# DIRECTIONS FOR THIS TASK:
Search the data for the word "down" and copy each line that has it.

Items listed in a dataset
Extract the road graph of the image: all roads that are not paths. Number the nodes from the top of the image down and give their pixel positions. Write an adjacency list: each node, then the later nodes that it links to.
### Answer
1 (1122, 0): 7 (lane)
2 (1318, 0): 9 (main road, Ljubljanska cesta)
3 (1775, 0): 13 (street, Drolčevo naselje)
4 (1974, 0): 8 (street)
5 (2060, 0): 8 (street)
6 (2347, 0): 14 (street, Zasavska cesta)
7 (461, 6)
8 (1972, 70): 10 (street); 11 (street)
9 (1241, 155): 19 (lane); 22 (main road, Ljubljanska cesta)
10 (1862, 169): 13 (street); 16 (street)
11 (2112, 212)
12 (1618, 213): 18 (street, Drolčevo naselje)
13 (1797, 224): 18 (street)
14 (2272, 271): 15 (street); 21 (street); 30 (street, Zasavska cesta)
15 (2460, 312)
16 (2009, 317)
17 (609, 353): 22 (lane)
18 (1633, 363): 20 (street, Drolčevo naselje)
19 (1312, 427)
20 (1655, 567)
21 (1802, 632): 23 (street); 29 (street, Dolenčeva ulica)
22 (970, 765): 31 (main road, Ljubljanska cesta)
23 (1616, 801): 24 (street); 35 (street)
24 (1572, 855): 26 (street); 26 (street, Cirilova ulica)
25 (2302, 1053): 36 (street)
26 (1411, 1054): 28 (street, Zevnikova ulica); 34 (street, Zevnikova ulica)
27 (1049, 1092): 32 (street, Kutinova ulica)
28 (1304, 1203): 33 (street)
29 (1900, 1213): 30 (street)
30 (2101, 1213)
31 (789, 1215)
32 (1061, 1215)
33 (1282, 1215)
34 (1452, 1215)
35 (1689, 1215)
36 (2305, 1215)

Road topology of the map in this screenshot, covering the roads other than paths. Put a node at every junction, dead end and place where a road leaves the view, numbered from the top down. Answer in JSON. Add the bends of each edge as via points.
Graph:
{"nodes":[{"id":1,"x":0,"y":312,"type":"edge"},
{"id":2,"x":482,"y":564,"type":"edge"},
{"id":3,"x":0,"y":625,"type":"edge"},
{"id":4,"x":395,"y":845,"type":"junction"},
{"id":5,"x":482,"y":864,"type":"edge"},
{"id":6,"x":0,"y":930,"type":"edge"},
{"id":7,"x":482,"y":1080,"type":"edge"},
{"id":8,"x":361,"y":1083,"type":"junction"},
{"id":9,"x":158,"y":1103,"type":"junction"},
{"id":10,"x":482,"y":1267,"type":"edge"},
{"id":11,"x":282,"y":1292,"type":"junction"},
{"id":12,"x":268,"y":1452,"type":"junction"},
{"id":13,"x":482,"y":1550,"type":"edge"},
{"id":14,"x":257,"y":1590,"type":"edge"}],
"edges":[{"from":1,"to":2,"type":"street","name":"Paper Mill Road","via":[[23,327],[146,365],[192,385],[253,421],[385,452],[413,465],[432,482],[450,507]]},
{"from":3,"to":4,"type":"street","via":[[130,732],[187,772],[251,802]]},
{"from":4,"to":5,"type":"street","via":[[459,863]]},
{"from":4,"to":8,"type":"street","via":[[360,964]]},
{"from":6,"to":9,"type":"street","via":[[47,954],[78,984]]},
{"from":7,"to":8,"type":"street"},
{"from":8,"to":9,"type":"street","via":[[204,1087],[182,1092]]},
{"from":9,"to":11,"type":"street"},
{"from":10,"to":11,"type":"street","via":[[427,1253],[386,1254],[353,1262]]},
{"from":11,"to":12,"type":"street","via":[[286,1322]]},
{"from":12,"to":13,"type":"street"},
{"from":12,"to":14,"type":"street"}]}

# THE COMPLETED TASK:
Extract the road graph of the image: all roads that are not paths. Number the nodes from the top of the image down and give their pixel positions. Write an adjacency list: each node, then the later nodes that it links to.
Road topology of the map in this screenshot, covering the roads other than paths. Put a node at every junction, dead end and place where a road leaves the view, numbered from the top down. Answer in JSON. Add the bends of each edge as via points.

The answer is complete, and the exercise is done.